Start of DATA TO PROCESS

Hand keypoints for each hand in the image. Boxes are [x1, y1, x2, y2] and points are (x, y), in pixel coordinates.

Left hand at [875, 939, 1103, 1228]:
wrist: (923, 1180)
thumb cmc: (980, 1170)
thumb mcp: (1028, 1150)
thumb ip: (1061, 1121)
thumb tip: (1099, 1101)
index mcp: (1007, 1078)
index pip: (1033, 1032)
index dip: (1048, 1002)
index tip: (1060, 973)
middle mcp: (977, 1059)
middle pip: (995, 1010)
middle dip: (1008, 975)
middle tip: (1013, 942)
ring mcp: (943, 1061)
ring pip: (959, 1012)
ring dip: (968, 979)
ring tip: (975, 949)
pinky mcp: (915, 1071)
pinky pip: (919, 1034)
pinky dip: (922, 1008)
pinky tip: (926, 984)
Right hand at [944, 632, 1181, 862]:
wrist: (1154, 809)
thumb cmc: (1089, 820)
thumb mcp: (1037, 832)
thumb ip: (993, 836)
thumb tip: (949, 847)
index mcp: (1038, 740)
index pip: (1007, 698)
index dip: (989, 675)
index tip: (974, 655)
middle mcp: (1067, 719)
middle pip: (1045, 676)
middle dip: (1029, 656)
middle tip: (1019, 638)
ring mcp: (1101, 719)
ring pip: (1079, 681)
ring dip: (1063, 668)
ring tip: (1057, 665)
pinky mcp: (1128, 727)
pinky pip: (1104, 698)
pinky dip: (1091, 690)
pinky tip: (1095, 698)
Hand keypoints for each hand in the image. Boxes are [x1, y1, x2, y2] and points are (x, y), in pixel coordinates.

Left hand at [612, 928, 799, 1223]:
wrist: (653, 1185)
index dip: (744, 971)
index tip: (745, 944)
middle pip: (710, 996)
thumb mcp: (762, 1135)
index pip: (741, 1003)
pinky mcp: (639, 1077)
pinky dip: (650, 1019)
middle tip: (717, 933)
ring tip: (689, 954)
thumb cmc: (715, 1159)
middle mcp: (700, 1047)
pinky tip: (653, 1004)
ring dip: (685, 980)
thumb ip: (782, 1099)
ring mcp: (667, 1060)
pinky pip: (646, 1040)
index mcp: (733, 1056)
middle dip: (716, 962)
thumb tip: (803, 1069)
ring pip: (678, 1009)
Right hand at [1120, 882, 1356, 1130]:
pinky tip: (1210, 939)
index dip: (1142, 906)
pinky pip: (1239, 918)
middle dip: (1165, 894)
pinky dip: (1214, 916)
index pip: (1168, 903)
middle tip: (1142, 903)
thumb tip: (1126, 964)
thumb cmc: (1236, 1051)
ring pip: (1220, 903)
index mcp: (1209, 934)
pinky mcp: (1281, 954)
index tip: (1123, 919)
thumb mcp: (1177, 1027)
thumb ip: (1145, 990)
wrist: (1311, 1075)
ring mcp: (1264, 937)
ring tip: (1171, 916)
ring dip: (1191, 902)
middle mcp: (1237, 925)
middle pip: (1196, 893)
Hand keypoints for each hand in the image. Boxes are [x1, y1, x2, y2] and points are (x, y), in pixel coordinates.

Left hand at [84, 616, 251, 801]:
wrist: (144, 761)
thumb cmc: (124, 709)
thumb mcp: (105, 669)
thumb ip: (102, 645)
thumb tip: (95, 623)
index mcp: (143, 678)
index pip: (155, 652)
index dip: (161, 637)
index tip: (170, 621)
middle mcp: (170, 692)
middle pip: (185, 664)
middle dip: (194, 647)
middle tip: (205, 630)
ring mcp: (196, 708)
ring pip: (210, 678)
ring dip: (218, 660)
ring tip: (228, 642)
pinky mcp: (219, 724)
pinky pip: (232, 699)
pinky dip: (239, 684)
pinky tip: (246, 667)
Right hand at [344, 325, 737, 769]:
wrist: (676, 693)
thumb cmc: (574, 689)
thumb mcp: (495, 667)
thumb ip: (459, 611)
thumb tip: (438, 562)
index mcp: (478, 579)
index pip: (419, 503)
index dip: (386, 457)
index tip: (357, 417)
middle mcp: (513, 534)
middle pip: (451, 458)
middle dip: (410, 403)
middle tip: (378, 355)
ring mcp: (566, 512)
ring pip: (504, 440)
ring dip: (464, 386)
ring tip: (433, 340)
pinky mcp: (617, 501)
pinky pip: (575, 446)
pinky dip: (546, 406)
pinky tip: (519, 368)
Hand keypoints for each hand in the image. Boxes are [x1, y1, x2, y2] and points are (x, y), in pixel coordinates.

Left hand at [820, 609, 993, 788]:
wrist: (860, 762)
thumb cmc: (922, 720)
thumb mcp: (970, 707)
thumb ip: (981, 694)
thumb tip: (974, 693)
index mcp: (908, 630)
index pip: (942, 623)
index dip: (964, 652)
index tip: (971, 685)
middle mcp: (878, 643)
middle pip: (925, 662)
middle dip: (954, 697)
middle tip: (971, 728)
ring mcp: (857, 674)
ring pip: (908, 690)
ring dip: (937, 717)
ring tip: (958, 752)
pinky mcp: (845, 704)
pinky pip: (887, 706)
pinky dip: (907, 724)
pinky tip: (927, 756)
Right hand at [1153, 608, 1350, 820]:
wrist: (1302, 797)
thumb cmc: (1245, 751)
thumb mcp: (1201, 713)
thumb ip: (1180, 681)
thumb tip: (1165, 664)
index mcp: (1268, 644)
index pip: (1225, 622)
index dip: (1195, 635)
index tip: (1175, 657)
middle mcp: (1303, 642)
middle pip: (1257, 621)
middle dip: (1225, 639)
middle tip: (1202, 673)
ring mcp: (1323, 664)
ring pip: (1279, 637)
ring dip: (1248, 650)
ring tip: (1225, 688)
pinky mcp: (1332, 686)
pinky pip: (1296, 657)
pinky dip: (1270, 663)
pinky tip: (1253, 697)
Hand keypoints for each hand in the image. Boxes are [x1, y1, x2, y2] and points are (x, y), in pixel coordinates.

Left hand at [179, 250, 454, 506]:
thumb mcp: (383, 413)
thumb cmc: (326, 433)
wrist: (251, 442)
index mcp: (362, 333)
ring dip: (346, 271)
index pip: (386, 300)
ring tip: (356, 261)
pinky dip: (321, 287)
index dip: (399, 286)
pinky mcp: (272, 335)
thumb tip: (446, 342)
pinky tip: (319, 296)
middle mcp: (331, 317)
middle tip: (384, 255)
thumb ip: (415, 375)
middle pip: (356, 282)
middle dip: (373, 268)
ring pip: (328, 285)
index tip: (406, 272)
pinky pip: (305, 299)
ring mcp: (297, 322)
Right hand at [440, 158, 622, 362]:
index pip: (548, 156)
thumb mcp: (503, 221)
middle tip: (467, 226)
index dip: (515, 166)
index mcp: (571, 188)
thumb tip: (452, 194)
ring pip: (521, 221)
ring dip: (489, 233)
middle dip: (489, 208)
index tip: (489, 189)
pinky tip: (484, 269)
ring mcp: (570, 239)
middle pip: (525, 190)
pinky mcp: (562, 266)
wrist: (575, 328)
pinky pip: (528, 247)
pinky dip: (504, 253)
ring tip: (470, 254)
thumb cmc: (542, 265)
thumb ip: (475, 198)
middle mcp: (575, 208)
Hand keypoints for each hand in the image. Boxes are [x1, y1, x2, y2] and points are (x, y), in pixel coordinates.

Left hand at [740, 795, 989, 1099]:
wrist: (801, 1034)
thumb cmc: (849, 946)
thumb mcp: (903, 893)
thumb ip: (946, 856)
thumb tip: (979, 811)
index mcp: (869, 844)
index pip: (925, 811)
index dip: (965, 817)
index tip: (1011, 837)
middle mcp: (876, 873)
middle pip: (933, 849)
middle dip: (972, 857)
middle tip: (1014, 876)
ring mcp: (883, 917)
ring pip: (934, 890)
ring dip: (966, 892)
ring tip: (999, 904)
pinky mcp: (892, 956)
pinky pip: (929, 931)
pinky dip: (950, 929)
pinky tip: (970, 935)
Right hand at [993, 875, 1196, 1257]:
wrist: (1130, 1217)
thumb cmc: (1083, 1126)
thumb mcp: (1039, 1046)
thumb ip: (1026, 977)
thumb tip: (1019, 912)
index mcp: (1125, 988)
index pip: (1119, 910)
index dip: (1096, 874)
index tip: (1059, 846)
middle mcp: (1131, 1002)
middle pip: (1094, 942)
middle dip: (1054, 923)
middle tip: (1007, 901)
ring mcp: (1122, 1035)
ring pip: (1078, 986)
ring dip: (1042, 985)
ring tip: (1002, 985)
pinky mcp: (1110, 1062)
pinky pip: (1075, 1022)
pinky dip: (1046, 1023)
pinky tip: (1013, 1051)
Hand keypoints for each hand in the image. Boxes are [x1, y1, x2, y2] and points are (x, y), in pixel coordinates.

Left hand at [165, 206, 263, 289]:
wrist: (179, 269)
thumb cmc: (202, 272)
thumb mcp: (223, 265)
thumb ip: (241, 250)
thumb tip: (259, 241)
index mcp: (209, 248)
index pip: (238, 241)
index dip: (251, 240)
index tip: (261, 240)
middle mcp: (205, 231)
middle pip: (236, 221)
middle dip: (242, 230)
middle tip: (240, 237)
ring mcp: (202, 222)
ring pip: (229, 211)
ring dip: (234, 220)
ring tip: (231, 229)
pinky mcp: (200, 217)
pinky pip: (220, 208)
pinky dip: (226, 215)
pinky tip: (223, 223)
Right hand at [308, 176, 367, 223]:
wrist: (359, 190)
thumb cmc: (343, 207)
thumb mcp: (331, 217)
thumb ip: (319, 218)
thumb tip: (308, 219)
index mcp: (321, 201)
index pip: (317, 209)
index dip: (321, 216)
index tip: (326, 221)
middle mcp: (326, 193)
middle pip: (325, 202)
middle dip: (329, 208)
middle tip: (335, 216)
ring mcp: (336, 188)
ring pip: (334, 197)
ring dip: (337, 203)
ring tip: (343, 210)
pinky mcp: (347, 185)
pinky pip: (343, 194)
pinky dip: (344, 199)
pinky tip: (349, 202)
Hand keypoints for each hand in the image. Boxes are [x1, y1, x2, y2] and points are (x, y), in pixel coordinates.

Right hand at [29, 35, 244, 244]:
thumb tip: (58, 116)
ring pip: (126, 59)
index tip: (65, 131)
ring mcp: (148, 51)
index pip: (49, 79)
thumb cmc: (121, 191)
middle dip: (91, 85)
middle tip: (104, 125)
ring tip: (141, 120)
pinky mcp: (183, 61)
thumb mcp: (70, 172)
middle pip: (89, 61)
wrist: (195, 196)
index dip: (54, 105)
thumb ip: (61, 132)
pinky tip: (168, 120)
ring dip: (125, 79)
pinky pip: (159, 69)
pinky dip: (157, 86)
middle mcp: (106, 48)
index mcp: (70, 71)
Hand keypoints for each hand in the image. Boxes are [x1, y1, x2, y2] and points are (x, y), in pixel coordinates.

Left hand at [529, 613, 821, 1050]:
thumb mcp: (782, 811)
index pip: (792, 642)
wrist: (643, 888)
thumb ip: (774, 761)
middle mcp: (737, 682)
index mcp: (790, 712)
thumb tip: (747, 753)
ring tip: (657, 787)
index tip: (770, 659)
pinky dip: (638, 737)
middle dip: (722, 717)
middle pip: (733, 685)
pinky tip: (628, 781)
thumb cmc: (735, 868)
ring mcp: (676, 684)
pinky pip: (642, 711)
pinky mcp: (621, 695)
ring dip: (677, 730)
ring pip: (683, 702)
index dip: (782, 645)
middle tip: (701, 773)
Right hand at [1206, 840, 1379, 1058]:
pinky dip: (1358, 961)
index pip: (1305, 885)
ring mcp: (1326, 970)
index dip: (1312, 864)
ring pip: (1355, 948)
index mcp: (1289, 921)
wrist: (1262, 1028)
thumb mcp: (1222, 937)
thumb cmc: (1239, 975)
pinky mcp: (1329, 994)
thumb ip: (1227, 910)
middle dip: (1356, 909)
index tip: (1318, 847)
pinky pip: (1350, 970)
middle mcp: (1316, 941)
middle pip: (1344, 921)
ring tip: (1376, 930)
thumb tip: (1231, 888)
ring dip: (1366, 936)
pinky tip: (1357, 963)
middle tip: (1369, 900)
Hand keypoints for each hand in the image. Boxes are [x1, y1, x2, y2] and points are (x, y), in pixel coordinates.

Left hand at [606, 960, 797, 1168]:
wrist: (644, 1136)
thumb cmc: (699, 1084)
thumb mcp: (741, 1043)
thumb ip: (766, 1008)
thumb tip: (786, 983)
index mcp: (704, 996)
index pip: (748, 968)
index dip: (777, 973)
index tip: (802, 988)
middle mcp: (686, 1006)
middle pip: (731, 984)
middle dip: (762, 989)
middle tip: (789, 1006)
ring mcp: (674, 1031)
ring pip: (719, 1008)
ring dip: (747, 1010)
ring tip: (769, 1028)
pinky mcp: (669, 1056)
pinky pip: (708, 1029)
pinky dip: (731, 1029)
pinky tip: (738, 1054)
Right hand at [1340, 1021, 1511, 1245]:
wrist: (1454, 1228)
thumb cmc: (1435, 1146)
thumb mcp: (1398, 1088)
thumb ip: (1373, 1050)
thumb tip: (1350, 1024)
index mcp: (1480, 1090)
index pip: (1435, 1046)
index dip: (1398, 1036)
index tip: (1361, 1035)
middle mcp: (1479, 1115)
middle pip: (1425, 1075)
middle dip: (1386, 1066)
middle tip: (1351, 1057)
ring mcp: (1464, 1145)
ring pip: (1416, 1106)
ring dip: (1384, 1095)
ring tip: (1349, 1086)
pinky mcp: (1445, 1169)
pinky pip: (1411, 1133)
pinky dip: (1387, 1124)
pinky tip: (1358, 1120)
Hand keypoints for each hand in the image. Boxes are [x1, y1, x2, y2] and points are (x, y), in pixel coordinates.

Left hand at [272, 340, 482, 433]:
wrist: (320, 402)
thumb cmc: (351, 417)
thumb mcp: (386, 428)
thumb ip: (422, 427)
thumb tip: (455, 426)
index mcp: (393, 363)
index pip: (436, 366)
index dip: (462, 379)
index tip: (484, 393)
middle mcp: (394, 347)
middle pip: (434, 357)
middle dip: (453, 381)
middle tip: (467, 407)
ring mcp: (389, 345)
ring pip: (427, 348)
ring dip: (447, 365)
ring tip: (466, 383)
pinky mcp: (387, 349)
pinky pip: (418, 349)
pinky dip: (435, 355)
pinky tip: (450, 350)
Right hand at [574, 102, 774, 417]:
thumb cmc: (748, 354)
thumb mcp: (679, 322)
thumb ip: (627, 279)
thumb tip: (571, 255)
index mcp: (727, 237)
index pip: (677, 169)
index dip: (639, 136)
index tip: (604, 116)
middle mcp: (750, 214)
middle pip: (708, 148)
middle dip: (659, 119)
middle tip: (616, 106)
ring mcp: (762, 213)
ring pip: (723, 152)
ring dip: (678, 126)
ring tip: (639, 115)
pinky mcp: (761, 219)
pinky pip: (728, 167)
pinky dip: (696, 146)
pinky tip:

End of DATA TO PROCESS

= WHAT THE EXERCISE ASKS =
From the records above, transcribe without alteration every line from the one with "pinky mcp: (183, 61)" to the one with "index mcp: (70, 71)", inclusive.

= WRITTEN ANSWER =
pinky mcp: (183, 61)
thumb mcp: (70, 172)
middle pip: (89, 61)
wrist: (195, 196)
index dip: (54, 105)
thumb ip: (61, 132)
pinky tip: (168, 120)
ring dip: (125, 79)
pinky pip: (159, 69)
pinky dip: (157, 86)
middle mcp: (106, 48)
index mcp: (70, 71)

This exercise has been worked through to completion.